--- Task instructions ---
Set down every entry once more, exactly as it appears.

--- Entries shown ---

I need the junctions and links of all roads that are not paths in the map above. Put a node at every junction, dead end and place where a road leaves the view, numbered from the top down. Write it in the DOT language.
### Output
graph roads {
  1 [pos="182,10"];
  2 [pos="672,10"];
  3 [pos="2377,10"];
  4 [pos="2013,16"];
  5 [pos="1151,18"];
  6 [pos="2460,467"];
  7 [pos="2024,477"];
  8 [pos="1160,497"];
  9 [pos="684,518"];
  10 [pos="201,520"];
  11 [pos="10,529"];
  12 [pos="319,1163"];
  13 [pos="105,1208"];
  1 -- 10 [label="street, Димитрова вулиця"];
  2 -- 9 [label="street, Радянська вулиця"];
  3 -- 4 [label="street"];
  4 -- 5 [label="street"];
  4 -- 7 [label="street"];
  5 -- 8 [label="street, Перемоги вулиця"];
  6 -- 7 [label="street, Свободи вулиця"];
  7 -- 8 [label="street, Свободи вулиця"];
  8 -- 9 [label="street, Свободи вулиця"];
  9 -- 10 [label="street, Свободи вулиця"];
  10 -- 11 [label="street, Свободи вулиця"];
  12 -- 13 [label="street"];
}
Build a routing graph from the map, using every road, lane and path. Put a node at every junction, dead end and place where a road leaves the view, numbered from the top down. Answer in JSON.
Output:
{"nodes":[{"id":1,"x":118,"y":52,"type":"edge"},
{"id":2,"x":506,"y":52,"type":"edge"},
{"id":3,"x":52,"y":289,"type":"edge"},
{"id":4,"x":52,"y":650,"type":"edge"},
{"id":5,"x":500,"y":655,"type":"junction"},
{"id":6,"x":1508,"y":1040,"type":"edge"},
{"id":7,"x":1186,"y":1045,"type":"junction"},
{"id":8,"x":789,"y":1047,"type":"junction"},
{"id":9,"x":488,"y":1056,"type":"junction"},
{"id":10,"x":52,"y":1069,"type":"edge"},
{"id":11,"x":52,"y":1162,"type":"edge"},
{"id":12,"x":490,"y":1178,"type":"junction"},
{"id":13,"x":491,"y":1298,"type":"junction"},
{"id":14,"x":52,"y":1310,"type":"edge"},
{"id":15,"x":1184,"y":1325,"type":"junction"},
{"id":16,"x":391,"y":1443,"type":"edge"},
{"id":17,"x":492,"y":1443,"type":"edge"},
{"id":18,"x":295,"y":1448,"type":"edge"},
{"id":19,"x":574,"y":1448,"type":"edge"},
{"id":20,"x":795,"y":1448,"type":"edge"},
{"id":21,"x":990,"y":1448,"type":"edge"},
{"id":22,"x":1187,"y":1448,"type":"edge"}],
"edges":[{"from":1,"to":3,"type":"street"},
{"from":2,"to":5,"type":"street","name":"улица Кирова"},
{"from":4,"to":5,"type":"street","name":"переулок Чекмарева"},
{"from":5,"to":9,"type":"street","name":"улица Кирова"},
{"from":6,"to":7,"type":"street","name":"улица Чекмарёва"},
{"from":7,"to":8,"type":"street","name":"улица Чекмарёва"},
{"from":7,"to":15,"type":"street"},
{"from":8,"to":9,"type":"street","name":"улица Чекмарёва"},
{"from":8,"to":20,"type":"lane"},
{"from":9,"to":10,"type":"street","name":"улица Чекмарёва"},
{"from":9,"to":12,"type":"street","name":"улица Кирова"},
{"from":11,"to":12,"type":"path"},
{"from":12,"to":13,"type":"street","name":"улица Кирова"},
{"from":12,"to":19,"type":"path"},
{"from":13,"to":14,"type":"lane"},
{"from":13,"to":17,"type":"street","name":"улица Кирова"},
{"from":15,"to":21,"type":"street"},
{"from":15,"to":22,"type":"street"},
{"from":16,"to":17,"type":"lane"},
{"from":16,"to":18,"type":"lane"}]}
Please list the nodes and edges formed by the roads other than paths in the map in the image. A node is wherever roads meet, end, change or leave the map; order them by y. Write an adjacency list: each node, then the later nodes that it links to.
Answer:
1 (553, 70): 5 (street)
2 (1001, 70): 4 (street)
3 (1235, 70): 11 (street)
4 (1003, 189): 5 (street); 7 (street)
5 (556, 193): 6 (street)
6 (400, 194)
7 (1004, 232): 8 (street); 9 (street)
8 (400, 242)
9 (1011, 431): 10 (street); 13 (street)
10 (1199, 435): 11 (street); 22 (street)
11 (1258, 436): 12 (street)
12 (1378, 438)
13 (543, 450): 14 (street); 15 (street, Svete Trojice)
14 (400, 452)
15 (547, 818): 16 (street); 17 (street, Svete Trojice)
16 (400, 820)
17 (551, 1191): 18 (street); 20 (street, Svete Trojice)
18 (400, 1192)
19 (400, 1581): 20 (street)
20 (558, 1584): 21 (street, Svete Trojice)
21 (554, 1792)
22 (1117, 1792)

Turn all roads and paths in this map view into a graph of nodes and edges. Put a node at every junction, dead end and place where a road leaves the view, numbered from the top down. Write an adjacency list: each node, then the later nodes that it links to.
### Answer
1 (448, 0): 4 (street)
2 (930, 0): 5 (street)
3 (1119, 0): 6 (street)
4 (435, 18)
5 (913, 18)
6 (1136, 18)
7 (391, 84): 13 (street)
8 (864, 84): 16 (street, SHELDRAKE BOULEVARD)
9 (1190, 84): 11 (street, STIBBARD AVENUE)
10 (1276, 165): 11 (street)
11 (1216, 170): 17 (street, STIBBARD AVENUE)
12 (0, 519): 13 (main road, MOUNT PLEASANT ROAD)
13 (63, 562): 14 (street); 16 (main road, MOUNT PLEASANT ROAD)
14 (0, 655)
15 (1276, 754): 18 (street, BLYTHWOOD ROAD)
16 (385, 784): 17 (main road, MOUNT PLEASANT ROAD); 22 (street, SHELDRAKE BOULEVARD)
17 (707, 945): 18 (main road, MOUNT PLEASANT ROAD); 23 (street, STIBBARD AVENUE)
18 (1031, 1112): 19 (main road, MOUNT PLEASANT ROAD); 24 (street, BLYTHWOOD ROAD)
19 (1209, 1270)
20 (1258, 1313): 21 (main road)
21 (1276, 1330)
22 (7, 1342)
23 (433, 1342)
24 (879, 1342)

--- Answer space ---
I need the junctions and links of all roads that are not paths in the map above. Put a node at every junction, dead end and place where a road leaves the view, numbered from the top down. Write it in the DOT language.
### Output
graph roads {
  1 [pos="182,10"];
  2 [pos="672,10"];
  3 [pos="2377,10"];
  4 [pos="2013,16"];
  5 [pos="1151,18"];
  6 [pos="2460,467"];
  7 [pos="2024,477"];
  8 [pos="1160,497"];
  9 [pos="684,518"];
  10 [pos="201,520"];
  11 [pos="10,529"];
  12 [pos="319,1163"];
  13 [pos="105,1208"];
  1 -- 10 [label="street, Димитрова вулиця"];
  2 -- 9 [label="street, Радянська вулиця"];
  3 -- 4 [label="street"];
  4 -- 5 [label="street"];
  4 -- 7 [label="street"];
  5 -- 8 [label="street, Перемоги вулиця"];
  6 -- 7 [label="street, Свободи вулиця"];
  7 -- 8 [label="street, Свободи вулиця"];
  8 -- 9 [label="street, Свободи вулиця"];
  9 -- 10 [label="street, Свободи вулиця"];
  10 -- 11 [label="street, Свободи вулиця"];
  12 -- 13 [label="street"];
}
Build a routing graph from the map, using every road, lane and path. Put a node at every junction, dead end and place where a road leaves the view, numbered from the top down. Answer in JSON.
Output:
{"nodes":[{"id":1,"x":118,"y":52,"type":"edge"},
{"id":2,"x":506,"y":52,"type":"edge"},
{"id":3,"x":52,"y":289,"type":"edge"},
{"id":4,"x":52,"y":650,"type":"edge"},
{"id":5,"x":500,"y":655,"type":"junction"},
{"id":6,"x":1508,"y":1040,"type":"edge"},
{"id":7,"x":1186,"y":1045,"type":"junction"},
{"id":8,"x":789,"y":1047,"type":"junction"},
{"id":9,"x":488,"y":1056,"type":"junction"},
{"id":10,"x":52,"y":1069,"type":"edge"},
{"id":11,"x":52,"y":1162,"type":"edge"},
{"id":12,"x":490,"y":1178,"type":"junction"},
{"id":13,"x":491,"y":1298,"type":"junction"},
{"id":14,"x":52,"y":1310,"type":"edge"},
{"id":15,"x":1184,"y":1325,"type":"junction"},
{"id":16,"x":391,"y":1443,"type":"edge"},
{"id":17,"x":492,"y":1443,"type":"edge"},
{"id":18,"x":295,"y":1448,"type":"edge"},
{"id":19,"x":574,"y":1448,"type":"edge"},
{"id":20,"x":795,"y":1448,"type":"edge"},
{"id":21,"x":990,"y":1448,"type":"edge"},
{"id":22,"x":1187,"y":1448,"type":"edge"}],
"edges":[{"from":1,"to":3,"type":"street"},
{"from":2,"to":5,"type":"street","name":"улица Кирова"},
{"from":4,"to":5,"type":"street","name":"переулок Чекмарева"},
{"from":5,"to":9,"type":"street","name":"улица Кирова"},
{"from":6,"to":7,"type":"street","name":"улица Чекмарёва"},
{"from":7,"to":8,"type":"street","name":"улица Чекмарёва"},
{"from":7,"to":15,"type":"street"},
{"from":8,"to":9,"type":"street","name":"улица Чекмарёва"},
{"from":8,"to":20,"type":"lane"},
{"from":9,"to":10,"type":"street","name":"улица Чекмарёва"},
{"from":9,"to":12,"type":"street","name":"улица Кирова"},
{"from":11,"to":12,"type":"path"},
{"from":12,"to":13,"type":"street","name":"улица Кирова"},
{"from":12,"to":19,"type":"path"},
{"from":13,"to":14,"type":"lane"},
{"from":13,"to":17,"type":"street","name":"улица Кирова"},
{"from":15,"to":21,"type":"street"},
{"from":15,"to":22,"type":"street"},
{"from":16,"to":17,"type":"lane"},
{"from":16,"to":18,"type":"lane"}]}
Please list the nodes and edges formed by the roads other than paths in the map in the image. A node is wherever roads meet, end, change or leave the map; order them by y. Write an adjacency list: each node, then the later nodes that it links to.
Answer:
1 (553, 70): 5 (street)
2 (1001, 70): 4 (street)
3 (1235, 70): 11 (street)
4 (1003, 189): 5 (street); 7 (street)
5 (556, 193): 6 (street)
6 (400, 194)
7 (1004, 232): 8 (street); 9 (street)
8 (400, 242)
9 (1011, 431): 10 (street); 13 (street)
10 (1199, 435): 11 (street); 22 (street)
11 (1258, 436): 12 (street)
12 (1378, 438)
13 (543, 450): 14 (street); 15 (street, Svete Trojice)
14 (400, 452)
15 (547, 818): 16 (street); 17 (street, Svete Trojice)
16 (400, 820)
17 (551, 1191): 18 (street); 20 (street, Svete Trojice)
18 (400, 1192)
19 (400, 1581): 20 (street)
20 (558, 1584): 21 (street, Svete Trojice)
21 (554, 1792)
22 (1117, 1792)

Turn all roads and paths in this map view into a graph of nodes and edges. Put a node at every junction, dead end and place where a road leaves the view, numbered from the top down. Write an adjacency list: each node, then the later nodes that it links to.
### Answer
1 (448, 0): 4 (street)
2 (930, 0): 5 (street)
3 (1119, 0): 6 (street)
4 (435, 18)
5 (913, 18)
6 (1136, 18)
7 (391, 84): 13 (street)
8 (864, 84): 16 (street, SHELDRAKE BOULEVARD)
9 (1190, 84): 11 (street, STIBBARD AVENUE)
10 (1276, 165): 11 (street)
11 (1216, 170): 17 (street, STIBBARD AVENUE)
12 (0, 519): 13 (main road, MOUNT PLEASANT ROAD)
13 (63, 562): 14 (street); 16 (main road, MOUNT PLEASANT ROAD)
14 (0, 655)
15 (1276, 754): 18 (street, BLYTHWOOD ROAD)
16 (385, 784): 17 (main road, MOUNT PLEASANT ROAD); 22 (street, SHELDRAKE BOULEVARD)
17 (707, 945): 18 (main road, MOUNT PLEASANT ROAD); 23 (street, STIBBARD AVENUE)
18 (1031, 1112): 19 (main road, MOUNT PLEASANT ROAD); 24 (street, BLYTHWOOD ROAD)
19 (1209, 1270)
20 (1258, 1313): 21 (main road)
21 (1276, 1330)
22 (7, 1342)
23 (433, 1342)
24 (879, 1342)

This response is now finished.